Metamorphosis

It seems like it was a lifetime ago. I woke up one morning not feeling very well. As soon as my feet hit the floor that day I headed for the bathroom and threw up. My wife, returning from her doctor’s appointment later that same day, informed me, “We’re pregnant!”

One of the most amazing transformations that I have ever gone through in my life happened while she was carrying our first daughter. My thought processes, the way I think things inside my head where nobody else knows but me, changed! I began to sound to myself like my father, which I didn’t think was possible, since I had spent most of my life trying to distance myself from the man.

Even though I slowly became reconciled to the change that was happening inside me, nothing prepared me for the actual day of my daughter’s birth. There were complications. My wife and I had practiced breathing and coaching for months, learned what the various procedures were going to be in the delivery room, and I was pretty sure I had the whole thing worked out. The first surprise for me was that the coach has very little, actually nothing, to do with anything once labor truly gets underway. The second was that her desire to have this baby naturally, without medication, did not last as long as her labor did. By the time of the actual delivery she was feeling the effects of the recently administered pain blocking medication and I expected that, once birthed, they would just clean the baby up and hand her to me.

The whole world went upside down when the baby was born blue! Suddenly nothing was where the doctor expected it to be. There were barked instructions and a serious flurry of activity in the room as certain things were located. A group was huddled in the corner over the newborn and I was standing in the center of the room, overwhelmed by more emotion than I ever remember having felt in my life. I was speechless when, after a few moments, they handed me my daughter.

When someone came in later and asked me what to put on the birth certificate, I still had not moved from the spot that I was in when they first handed her to me. I had been staring at this baby, sleeping peacefully in my arms, for probably twenty or thirty minutes without taking my eyes off of her. The closest thing that I have ever come up with in all these years to describe that moment is the word, “smitten.” I was, totally!

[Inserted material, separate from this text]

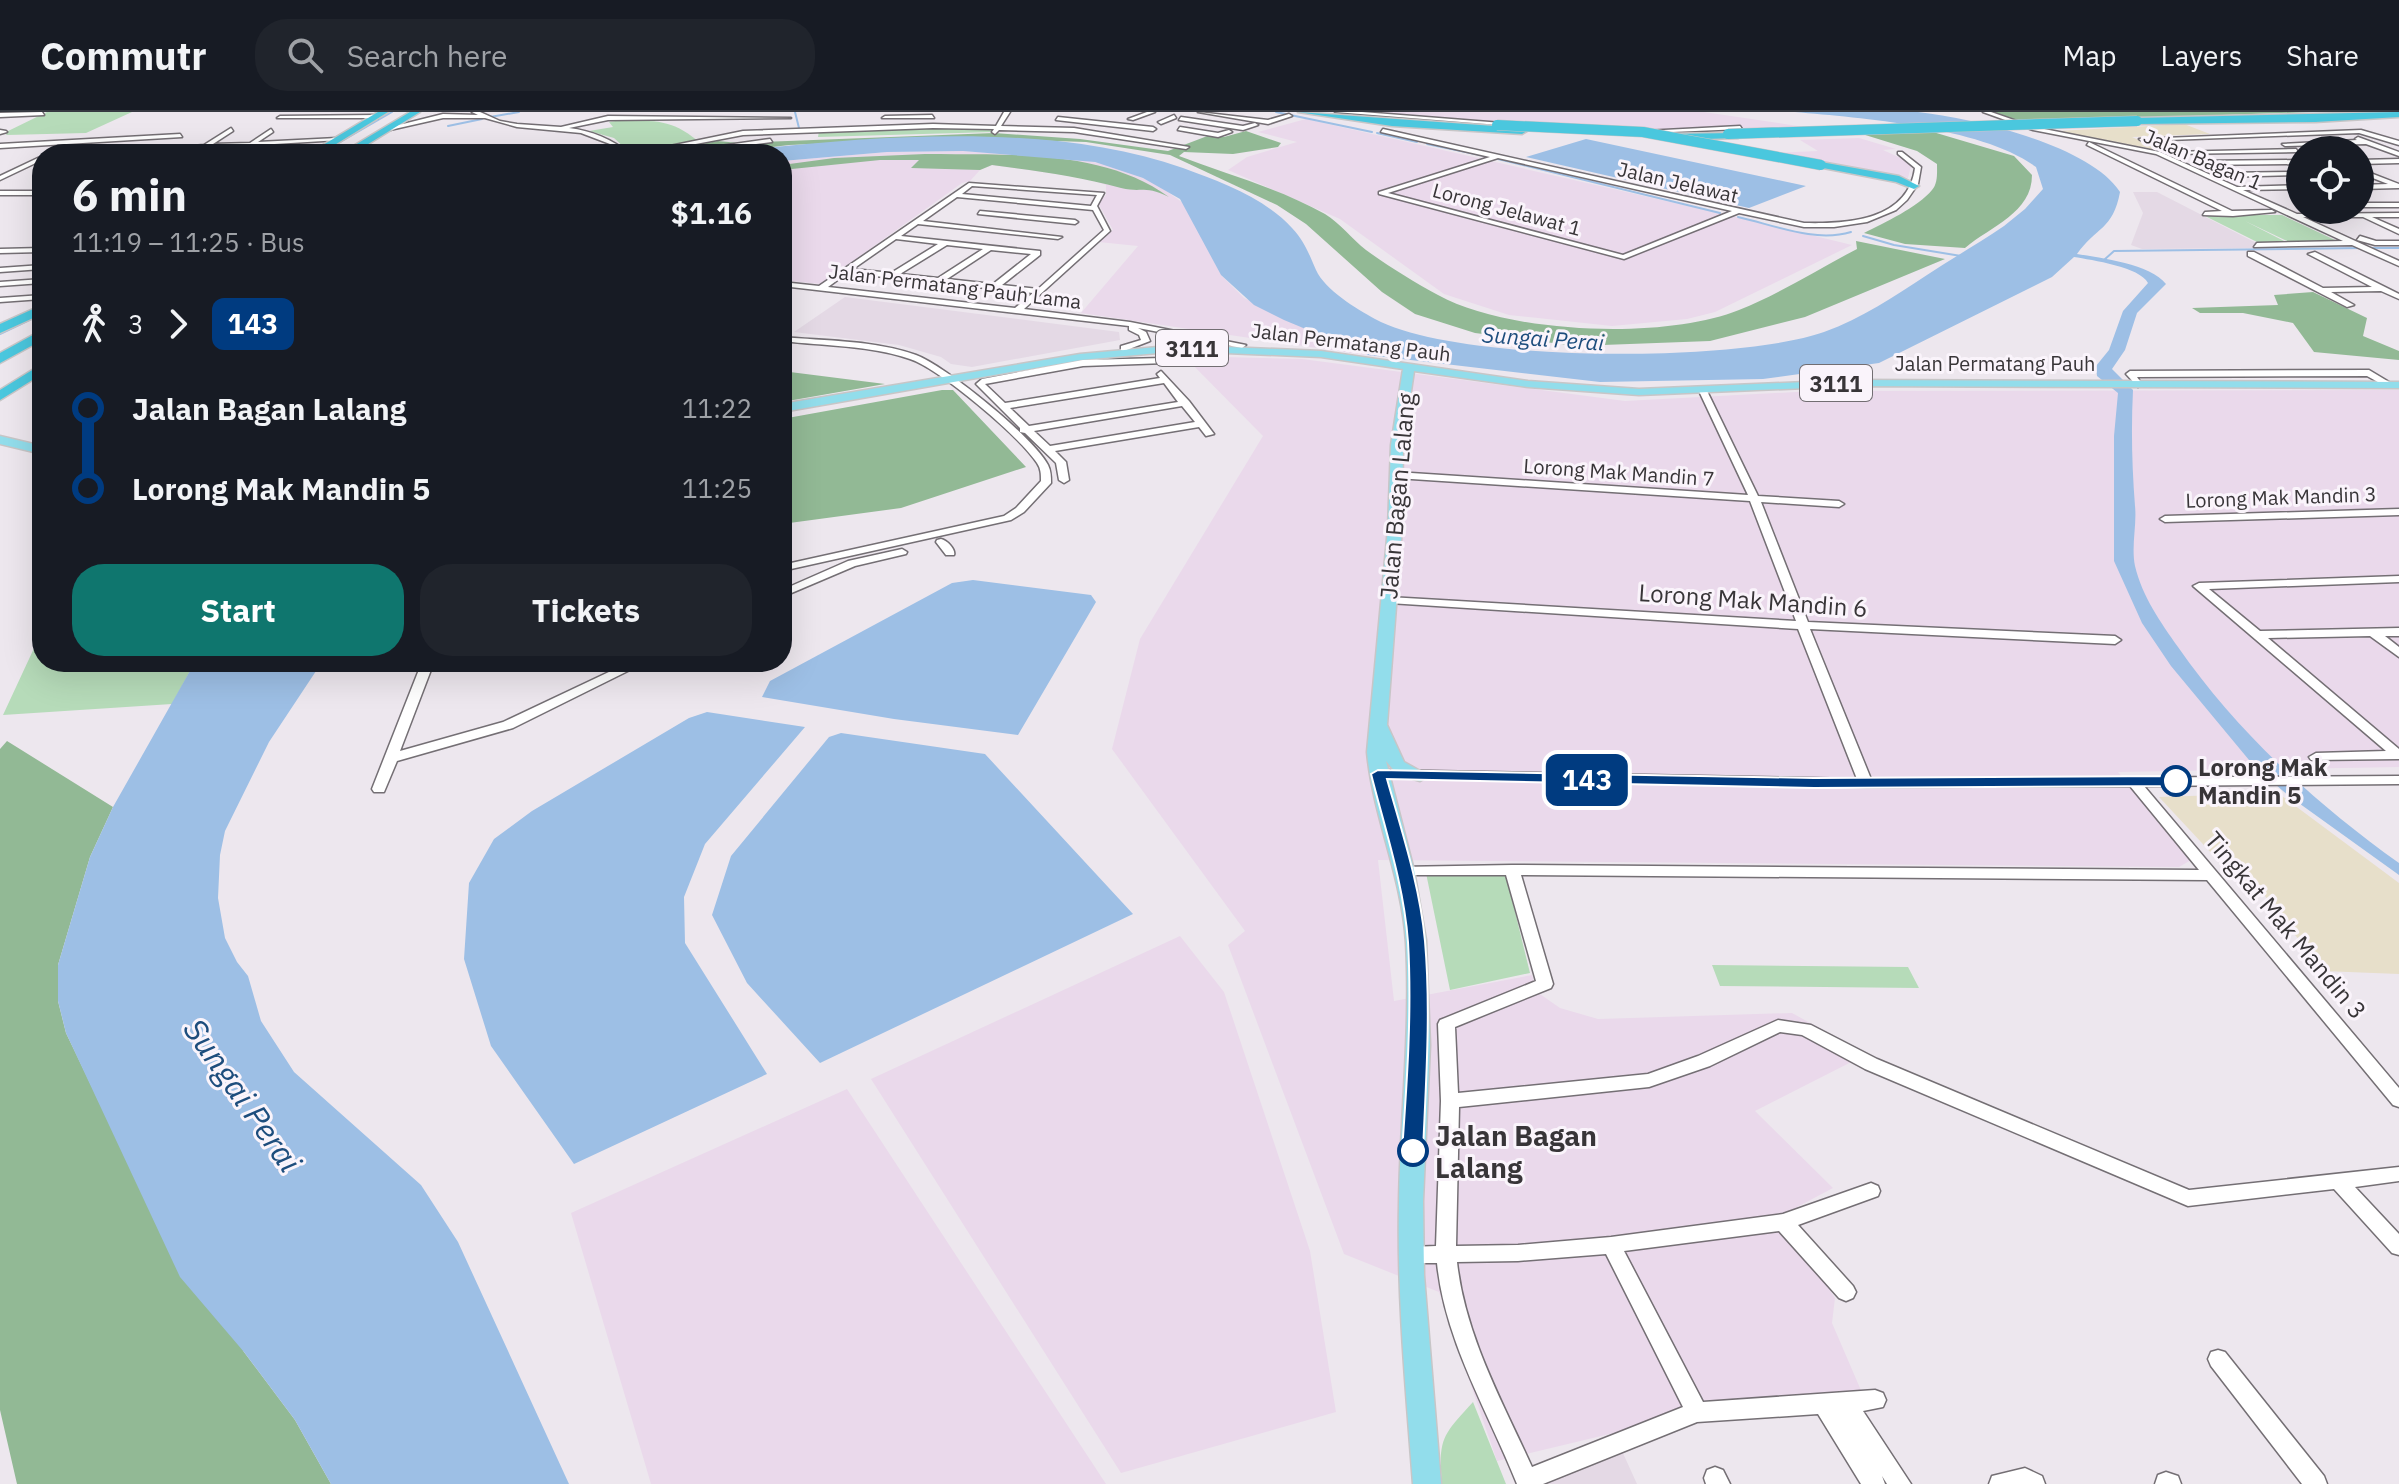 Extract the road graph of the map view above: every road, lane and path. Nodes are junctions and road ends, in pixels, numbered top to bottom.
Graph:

For me, understanding what had happened was driven home two years later when my second daughter was born. The birth was uncomplicated, un-difficult, and just plain overdue. Two weeks after the due date the doctor had decided to induce labor, primarily to avoid complications. There weren’t any. Everything went smoothly except that my wife, not surprisingly, was exhausted after the birth. She was a bit irritable and not really interested in taking the baby from the nurse right then. I heard that same nurse remark to another, somewhat under her breath, something about this woman not wanting to hold her own baby.

I said, “Hey! She’s not going to get much sleep after she gets home, so let her rest. Just give me the baby!” I reached for my daughter and the nurse placed her in my arms. I thought I was an old hand at this, it being the second time around and all. Not true! Even without all the activity and excitement that attended the first birth I was still standing there, staring down at the baby I was holding, when someone came in and asked me what to put on the birth certificate. Déjà vu. The baby was unmoved by the whole thing, sleeping peacefully, and I had fallen totally in love. Again.